So I’m working with a few young guys and girls and encouraging them to pursue speaking in public, mostly in a ministry setting. I wish I had one really good book to hand to them, but I have a library, so I’m trying to condense my thoughts and share them here. This is a list of 3things I wish someone had shared with me when I was younger and just starting to speak in public. I believe it would have helped me find my own speaking voice a lot sooner.
- Don’t assume everyone in the audience is just like you. Our tendency is to think that everyone else also has our secret struggles so we tend to speak primarily about our struggle. You can be closet nose picker and it will come out in your speaking if you are not careful. You will accuse everyone in the room of picking their nose. Sure you might do it in a humorous way but it’s going to get tired if we continue to hear you speak about picking your nose. The three other people that pick their noses will reinforce that you picked the right message (pun intended), but the other ninety nine will wonder why you talk about it all the time. It’s better to think carefully about your audience and craft a message for them, not a self-help message for you. There will be times where you can confess your nose picking, but it should be as an illustration rather than the meat of a message.

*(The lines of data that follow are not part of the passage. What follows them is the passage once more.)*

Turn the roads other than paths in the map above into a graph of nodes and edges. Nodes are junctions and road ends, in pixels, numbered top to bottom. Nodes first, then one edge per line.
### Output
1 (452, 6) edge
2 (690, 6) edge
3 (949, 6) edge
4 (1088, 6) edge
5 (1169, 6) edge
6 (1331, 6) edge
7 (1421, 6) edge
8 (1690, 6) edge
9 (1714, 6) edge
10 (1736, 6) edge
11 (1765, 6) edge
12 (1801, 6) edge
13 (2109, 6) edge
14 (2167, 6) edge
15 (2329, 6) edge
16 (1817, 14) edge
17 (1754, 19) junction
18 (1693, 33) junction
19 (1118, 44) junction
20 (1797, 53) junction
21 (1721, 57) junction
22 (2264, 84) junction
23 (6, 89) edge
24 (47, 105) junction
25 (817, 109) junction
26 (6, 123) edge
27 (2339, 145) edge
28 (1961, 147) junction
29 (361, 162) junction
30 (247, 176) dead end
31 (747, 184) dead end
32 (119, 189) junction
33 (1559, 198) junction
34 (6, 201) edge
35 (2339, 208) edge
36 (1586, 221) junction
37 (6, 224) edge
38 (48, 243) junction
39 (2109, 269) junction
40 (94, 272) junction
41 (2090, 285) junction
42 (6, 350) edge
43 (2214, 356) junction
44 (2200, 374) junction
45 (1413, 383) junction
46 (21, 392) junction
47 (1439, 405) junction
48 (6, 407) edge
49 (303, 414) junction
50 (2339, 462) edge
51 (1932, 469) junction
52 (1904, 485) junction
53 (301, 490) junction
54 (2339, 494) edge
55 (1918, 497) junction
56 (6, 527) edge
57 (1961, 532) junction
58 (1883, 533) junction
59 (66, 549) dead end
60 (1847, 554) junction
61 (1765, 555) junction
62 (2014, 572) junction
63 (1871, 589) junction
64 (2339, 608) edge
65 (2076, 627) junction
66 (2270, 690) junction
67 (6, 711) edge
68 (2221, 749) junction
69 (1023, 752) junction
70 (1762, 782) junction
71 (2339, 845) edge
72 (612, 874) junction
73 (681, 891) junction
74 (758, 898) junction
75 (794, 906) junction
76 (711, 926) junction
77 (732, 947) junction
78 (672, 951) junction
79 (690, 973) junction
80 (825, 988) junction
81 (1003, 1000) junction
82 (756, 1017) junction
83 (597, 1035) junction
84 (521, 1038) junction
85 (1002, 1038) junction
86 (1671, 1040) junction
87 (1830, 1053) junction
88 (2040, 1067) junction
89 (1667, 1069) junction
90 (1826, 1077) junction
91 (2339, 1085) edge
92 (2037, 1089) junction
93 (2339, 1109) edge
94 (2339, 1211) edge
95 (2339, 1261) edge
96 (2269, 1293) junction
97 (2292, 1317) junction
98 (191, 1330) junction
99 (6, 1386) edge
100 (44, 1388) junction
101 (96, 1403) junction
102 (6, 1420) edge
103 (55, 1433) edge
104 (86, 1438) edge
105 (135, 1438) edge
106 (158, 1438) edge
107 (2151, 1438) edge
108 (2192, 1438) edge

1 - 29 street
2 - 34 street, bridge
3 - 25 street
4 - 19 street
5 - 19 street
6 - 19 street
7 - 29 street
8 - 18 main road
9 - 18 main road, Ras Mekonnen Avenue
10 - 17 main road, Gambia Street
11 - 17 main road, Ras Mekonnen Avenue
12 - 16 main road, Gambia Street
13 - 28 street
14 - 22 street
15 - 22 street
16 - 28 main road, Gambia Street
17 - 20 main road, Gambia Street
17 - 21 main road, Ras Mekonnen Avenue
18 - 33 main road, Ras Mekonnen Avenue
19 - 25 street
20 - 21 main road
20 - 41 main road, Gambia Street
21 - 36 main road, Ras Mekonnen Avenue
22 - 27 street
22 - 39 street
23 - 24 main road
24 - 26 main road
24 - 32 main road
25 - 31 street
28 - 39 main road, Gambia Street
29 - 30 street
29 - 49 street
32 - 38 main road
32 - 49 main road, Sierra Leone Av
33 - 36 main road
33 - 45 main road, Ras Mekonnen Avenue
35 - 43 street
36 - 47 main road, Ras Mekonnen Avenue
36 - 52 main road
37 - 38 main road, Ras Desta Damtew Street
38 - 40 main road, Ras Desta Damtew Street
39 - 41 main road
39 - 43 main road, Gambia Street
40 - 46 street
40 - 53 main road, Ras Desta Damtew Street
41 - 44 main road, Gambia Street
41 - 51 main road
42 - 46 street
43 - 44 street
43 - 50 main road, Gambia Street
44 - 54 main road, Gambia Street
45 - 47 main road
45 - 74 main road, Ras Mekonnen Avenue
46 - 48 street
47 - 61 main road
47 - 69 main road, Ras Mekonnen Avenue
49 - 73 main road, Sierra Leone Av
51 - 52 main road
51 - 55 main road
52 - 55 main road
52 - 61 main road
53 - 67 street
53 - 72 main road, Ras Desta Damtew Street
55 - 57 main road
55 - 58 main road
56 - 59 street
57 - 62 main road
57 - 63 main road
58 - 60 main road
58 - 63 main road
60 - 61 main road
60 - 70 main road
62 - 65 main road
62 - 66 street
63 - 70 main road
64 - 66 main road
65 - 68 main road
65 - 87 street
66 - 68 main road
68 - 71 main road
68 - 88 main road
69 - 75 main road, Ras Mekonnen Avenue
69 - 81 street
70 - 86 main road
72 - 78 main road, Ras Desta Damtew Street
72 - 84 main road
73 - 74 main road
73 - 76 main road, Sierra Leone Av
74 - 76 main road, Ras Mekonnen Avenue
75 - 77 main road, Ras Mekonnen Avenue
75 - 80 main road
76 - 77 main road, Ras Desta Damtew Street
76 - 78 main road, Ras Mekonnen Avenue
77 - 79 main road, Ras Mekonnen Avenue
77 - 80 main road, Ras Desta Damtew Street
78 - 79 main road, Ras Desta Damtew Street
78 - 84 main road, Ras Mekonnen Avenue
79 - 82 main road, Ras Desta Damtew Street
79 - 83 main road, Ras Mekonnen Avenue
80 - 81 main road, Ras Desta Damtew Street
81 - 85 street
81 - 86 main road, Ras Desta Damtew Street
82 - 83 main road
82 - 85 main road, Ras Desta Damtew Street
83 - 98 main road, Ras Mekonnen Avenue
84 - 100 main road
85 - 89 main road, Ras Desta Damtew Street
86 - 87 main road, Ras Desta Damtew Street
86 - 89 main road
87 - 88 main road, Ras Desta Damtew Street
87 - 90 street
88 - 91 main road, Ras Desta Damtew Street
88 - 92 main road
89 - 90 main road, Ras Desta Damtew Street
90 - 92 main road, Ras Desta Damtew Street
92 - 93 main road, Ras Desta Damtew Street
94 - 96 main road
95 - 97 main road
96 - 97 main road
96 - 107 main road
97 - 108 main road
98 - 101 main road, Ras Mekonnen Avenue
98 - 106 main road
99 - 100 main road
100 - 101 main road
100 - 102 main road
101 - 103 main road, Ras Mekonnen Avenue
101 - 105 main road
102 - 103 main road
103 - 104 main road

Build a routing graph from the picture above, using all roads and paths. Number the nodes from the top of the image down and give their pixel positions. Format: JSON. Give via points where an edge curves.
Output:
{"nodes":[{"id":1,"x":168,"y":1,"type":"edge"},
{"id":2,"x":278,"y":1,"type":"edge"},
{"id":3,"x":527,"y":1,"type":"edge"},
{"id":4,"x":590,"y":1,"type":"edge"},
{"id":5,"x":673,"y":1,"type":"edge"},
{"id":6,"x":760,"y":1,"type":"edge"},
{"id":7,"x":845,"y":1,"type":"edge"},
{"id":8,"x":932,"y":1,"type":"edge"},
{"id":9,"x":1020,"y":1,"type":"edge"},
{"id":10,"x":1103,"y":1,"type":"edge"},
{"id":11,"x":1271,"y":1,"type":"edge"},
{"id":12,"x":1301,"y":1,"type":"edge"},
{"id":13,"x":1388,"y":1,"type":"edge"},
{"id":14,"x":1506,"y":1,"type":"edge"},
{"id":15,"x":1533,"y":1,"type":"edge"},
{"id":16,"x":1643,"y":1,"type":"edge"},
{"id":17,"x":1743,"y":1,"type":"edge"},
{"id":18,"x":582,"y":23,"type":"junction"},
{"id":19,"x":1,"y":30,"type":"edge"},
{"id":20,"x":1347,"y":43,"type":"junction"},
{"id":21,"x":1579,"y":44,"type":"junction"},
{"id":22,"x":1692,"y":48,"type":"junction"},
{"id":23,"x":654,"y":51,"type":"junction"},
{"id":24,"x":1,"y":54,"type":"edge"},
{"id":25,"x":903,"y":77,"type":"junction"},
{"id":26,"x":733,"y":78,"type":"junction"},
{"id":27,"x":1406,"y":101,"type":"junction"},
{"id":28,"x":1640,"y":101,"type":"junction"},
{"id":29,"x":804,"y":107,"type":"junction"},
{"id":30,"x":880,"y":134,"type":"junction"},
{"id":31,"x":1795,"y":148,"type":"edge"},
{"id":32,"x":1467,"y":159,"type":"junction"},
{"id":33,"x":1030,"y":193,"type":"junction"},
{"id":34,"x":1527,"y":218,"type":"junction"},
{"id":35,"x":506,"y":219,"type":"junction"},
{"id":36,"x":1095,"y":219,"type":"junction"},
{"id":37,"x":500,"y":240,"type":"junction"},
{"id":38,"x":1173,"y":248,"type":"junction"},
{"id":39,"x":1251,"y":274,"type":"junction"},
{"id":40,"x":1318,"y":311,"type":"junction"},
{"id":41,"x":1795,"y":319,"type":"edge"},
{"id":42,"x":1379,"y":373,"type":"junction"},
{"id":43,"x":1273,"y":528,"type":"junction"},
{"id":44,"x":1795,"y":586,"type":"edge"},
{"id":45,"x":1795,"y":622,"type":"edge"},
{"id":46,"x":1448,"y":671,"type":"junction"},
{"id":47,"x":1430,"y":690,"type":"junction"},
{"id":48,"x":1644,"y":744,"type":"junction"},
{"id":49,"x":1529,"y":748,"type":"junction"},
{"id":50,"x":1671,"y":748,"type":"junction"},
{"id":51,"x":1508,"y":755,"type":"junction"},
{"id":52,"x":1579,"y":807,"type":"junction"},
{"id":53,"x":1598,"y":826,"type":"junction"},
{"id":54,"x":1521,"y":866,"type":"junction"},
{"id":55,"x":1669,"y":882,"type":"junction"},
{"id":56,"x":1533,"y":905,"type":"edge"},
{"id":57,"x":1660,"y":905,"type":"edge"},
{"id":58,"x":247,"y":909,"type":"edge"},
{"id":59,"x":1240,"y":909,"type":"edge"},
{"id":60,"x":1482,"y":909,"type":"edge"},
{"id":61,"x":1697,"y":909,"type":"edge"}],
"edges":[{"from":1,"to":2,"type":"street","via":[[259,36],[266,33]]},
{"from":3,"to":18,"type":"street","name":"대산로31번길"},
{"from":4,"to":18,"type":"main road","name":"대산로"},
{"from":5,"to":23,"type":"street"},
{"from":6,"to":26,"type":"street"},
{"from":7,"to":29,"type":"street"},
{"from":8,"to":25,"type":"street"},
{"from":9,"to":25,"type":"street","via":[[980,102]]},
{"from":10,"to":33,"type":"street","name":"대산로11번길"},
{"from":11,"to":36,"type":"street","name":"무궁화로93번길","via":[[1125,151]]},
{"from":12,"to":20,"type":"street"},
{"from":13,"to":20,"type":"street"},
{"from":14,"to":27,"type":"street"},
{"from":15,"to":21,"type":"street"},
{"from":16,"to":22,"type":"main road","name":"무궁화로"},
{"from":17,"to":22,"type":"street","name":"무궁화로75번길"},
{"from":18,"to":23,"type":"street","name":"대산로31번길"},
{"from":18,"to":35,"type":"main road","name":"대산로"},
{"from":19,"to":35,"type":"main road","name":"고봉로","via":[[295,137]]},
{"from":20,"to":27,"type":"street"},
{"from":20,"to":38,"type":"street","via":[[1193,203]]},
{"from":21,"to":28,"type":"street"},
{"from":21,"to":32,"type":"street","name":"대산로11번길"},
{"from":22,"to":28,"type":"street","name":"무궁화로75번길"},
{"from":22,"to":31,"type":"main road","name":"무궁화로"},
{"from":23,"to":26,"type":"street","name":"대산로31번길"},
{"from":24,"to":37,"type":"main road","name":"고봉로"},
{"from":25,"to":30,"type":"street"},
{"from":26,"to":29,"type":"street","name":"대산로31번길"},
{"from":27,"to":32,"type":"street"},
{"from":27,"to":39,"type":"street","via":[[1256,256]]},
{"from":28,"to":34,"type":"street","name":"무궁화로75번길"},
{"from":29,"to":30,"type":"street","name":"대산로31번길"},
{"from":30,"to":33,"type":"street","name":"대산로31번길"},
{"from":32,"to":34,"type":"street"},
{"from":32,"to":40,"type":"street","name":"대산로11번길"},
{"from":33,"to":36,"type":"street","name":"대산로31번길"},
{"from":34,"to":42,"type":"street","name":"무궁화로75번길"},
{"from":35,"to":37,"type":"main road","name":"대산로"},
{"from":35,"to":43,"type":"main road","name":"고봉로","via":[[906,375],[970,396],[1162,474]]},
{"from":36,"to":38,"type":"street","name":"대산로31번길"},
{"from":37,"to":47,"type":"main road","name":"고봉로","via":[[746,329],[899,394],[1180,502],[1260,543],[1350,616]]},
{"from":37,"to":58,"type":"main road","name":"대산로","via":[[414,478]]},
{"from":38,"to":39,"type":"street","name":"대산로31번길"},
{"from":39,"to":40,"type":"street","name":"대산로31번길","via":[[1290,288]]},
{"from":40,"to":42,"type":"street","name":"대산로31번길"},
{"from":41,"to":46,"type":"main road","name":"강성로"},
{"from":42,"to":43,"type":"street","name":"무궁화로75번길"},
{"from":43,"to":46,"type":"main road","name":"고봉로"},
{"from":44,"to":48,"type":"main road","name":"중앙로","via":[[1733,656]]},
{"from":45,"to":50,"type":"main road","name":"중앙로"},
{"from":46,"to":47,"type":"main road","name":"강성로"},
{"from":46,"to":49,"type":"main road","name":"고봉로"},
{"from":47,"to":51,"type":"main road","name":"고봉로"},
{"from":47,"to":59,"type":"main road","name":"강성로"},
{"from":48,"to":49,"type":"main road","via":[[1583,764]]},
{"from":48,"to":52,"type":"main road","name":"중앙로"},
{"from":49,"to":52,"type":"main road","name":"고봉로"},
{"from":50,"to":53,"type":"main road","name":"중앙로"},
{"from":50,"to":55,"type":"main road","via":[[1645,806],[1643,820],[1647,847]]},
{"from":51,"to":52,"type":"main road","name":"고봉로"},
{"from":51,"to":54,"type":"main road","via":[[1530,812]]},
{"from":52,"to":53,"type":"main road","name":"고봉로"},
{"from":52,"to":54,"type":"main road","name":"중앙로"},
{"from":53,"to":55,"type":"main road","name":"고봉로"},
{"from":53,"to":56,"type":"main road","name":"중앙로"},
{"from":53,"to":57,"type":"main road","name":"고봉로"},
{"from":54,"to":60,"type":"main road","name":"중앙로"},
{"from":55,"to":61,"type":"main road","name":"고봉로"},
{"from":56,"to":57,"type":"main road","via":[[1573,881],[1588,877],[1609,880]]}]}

- Don’t use your personal experience as an authority, at best it’s a witness to an authority, but it is not an authority in and of itself. It is how you processed or failed to process an event. If all you have to go on is what you’ve been through, you can’t help anyone who isn’t going through it, much less your own future. You’ll be limited by your experience rather than bolstered by it. Here is the difference. Begin with Truth of God’s Word, then use your experience as a testimony if you want, but never use your testimony as the authority and throw in a few scripture passages. I like to use a personal story as an invitation to listen and transition into how the Scripture was a solution to my problem. The difference is subtle, but life changing. I didn’t find A way to solve my problem, scripture has always been true. I found THE way.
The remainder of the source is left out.